Ainda no contexto de formação de jovens, a Bosch no Brasil realiza programas sociais, por meio do Instituto Robert Bosch (INRB), que em 2026 celebra 55 anos de atuação no país. Com o apoio de entidades parceiras, impacta anualmente mais de 4.700 alunos de escolas públicas, em áreas de vulnerabilidade social próximas às unidades da empresa, com o objetivo de contribuir diretamente para o desenvolvimento socioemocional e profissionalizante dos jovens. São diversos programas de formação e capacitação, que contam com a participação de mais de 600 colaboradores voluntários, proporcionando novas oportunidades para que os estudantes possam alcançar a autonomia social.

Grupo Bosch Mundial: perspectivas para 2026 e direcionamento estratégico

Diante de tensões geopolíticas e barreiras comerciais, o Grupo Bosch Mundial pretende aproveitar as perspectivas de crescimento em seus mercados globais, mobilizando todo o seu potencial de inovação em 2026. Os investimentos iniciais necessários em áreas de relevância estratégica para o futuro deverão permanecer no mesmo nível elevado dos anos anteriores. Somente em 2025, a Bosch destinou cerca de 12 bilhões de euros para investimentos em pesquisa e desenvolvimento e em bens de capital.
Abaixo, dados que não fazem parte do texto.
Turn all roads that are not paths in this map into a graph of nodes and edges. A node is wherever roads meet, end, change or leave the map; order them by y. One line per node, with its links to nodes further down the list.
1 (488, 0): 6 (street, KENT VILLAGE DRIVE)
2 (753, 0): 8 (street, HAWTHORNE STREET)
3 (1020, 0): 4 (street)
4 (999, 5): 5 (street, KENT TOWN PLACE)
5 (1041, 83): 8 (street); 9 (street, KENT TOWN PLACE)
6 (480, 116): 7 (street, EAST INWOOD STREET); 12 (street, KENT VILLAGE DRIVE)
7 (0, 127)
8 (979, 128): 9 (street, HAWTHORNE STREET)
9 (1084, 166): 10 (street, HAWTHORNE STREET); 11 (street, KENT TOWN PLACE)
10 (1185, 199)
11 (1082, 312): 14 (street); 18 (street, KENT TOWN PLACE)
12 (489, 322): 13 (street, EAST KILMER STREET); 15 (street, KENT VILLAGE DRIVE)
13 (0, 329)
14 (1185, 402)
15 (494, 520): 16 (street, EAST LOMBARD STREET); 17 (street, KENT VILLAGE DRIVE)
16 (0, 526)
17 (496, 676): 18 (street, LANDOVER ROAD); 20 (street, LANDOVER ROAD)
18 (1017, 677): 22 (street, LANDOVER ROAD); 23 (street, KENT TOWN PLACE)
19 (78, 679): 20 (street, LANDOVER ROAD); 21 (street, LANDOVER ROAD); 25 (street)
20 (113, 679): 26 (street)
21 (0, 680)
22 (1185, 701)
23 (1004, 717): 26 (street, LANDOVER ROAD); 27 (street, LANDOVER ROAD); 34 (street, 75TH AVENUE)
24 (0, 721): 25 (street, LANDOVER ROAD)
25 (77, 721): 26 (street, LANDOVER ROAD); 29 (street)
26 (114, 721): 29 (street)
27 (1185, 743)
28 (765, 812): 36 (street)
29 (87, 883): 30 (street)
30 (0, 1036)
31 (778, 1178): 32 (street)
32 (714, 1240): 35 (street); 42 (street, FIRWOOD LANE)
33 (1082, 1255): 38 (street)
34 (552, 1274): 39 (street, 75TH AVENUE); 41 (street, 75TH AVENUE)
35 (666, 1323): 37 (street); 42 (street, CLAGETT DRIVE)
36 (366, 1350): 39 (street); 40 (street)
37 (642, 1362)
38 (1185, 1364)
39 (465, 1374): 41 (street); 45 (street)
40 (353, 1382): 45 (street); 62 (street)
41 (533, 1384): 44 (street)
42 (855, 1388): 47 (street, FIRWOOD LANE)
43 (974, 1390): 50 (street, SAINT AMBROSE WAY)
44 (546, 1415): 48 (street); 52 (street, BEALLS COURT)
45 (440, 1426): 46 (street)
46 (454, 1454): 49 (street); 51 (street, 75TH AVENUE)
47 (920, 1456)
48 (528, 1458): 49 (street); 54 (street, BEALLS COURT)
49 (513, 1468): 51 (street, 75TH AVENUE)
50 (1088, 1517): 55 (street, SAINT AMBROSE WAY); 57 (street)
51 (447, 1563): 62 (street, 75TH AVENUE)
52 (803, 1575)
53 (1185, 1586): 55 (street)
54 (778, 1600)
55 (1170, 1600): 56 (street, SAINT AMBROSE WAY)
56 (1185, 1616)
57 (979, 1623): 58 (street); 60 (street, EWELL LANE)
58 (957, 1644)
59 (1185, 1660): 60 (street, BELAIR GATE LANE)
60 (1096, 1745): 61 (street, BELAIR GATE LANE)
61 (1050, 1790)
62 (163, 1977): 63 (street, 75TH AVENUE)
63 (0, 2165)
Enquanto fornecedora de tecnologias e serviços, a Bosch projeta um crescimento nas vendas entre 2% e 5% e uma margem EBIT das operações entre 4% e 6% para 2026. “Como líder global em tecnologia, estamos comprometidos em moldar as tendências de automação, digitalização, eletrificação e inteligência artificial, pois isso também abre caminhos para o crescimento dos nossos negócios”, afirmou Stefan Hartung, presidente do Board Global da Bosch.
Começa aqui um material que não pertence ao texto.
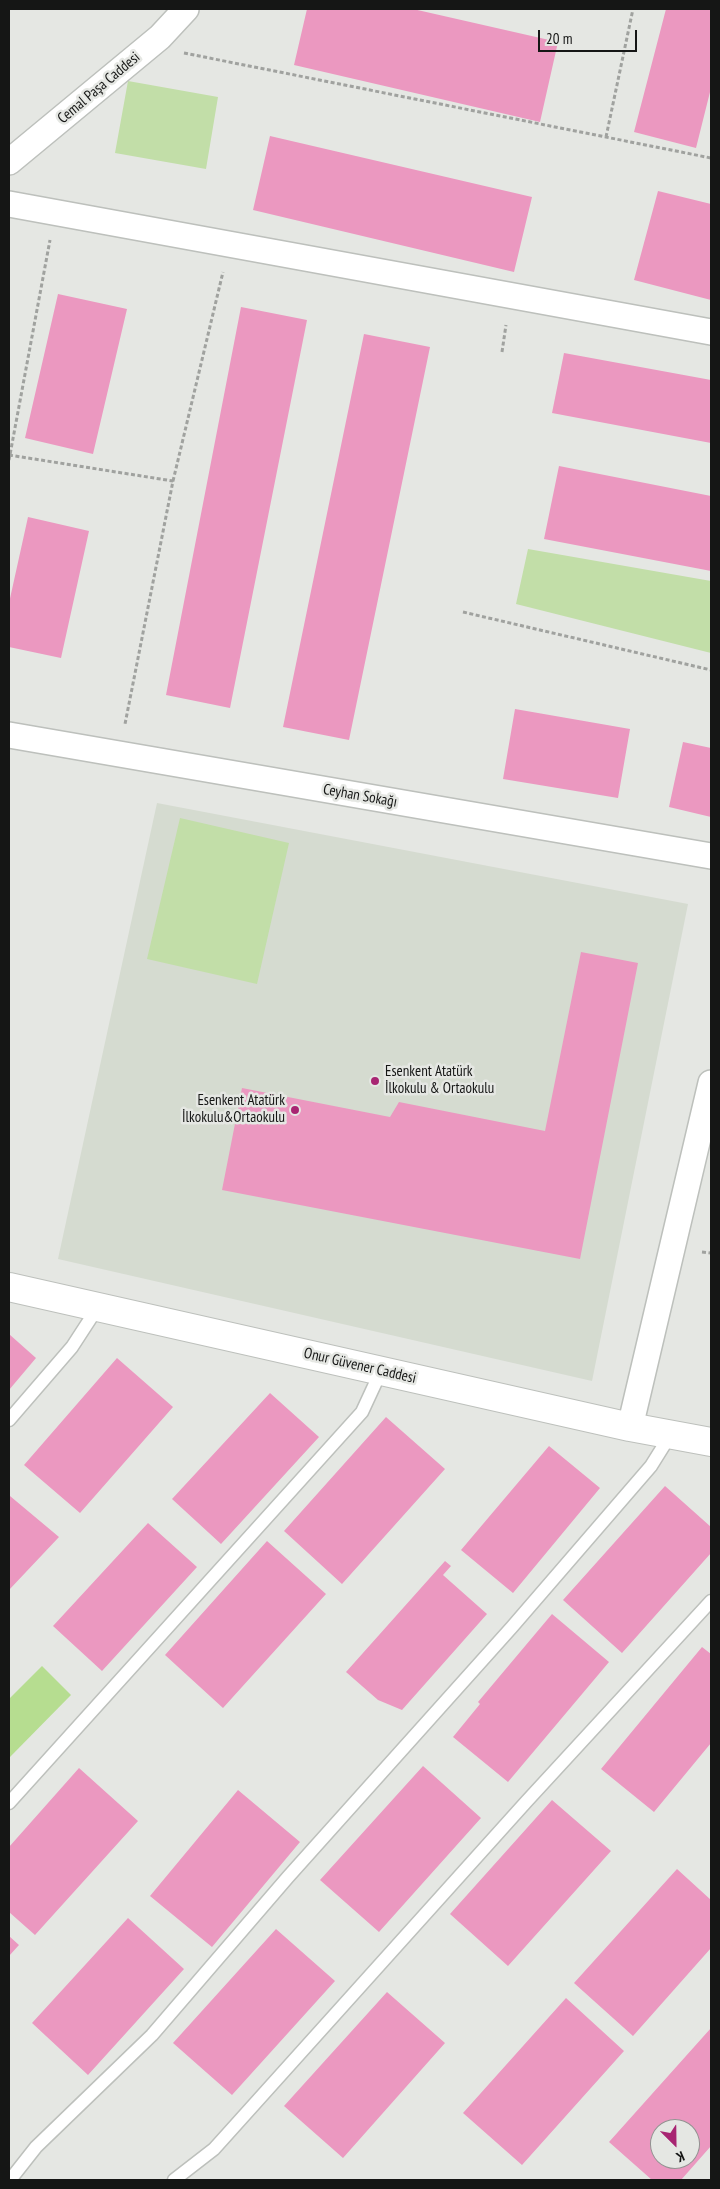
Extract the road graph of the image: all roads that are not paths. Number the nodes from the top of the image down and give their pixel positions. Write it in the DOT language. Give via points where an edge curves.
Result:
graph roads {
  1 [pos="186,9"];
  2 [pos="9,162"];
  3 [pos="9,204"];
  4 [pos="711,332"];
  5 [pos="9,735"];
  6 [pos="711,856"];
  7 [pos="711,1083"];
  8 [pos="9,1287"];
  9 [pos="98,1307"];
  10 [pos="381,1371"];
  11 [pos="9,1420"];
  12 [pos="630,1427"];
  13 [pos="671,1434"];
  14 [pos="711,1442"];
  15 [pos="711,1601"];
  16 [pos="9,1803"];
  17 [pos="10,2180"];
  18 [pos="174,2180"];
  1 -- 2 [label="street, Cemal Paşa Caddesi" via="149,46"];
  3 -- 4 [label="street"];
  5 -- 6 [label="street, Ceyhan Sokağı"];
  7 -- 12 [label="street"];
  8 -- 9 [label="street, Onur Güvener Caddesi"];
  9 -- 10 [label="street, Onur Güvener Caddesi"];
  9 -- 11 [label="lane" via="72,1347"];
  10 -- 12 [label="street, Onur Güvener Caddesi"];
  10 -- 16 [label="lane" via="362,1412"];
  12 -- 13 [label="street, Onur Güvener Caddesi"];
  13 -- 14 [label="street, Onur Güvener Caddesi"];
  13 -- 17 [label="lane" via="651,1466 152,2036 36,2147"];
  15 -- 18 [label="lane" via="214,2149"];
}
Apesar dos desafios consideráveis, globalmente, a Bosch alcançou uma receita de vendas de 91 bilhões de euros no ano de 2025, ligeiramente acima do ano anterior (2024: 90,3 bilhões de euros). Após o ajuste dos efeitos cambiais, isso representou um crescimento de 4,1%. A margem EBIT das operações em 2% ficou abaixo do resultado do ano anterior (2024: 3,5%). Ajustes estruturais e de pessoal, necessários para aumentar a viabilidade futura, tiveram um impacto significativo no resultado, com provisões de 2,7 bilhões de euros. “A Bosch é capaz de entregar o futuro, mesmo em condições adversas. 2026 será um ano de avanços”, disse Hartung. No que diz respeito à capacidade de inovação, com cerca de 6.300 patentes em 2025, a Bosch está entre as indústrias mais robustas do mundo e uma das que mais registram patentes na Europa. Hartung considera que a liderança em inovação como um fator-chave de sucesso para diversificar os negócios e implementar a Estratégia 2030 da empresa.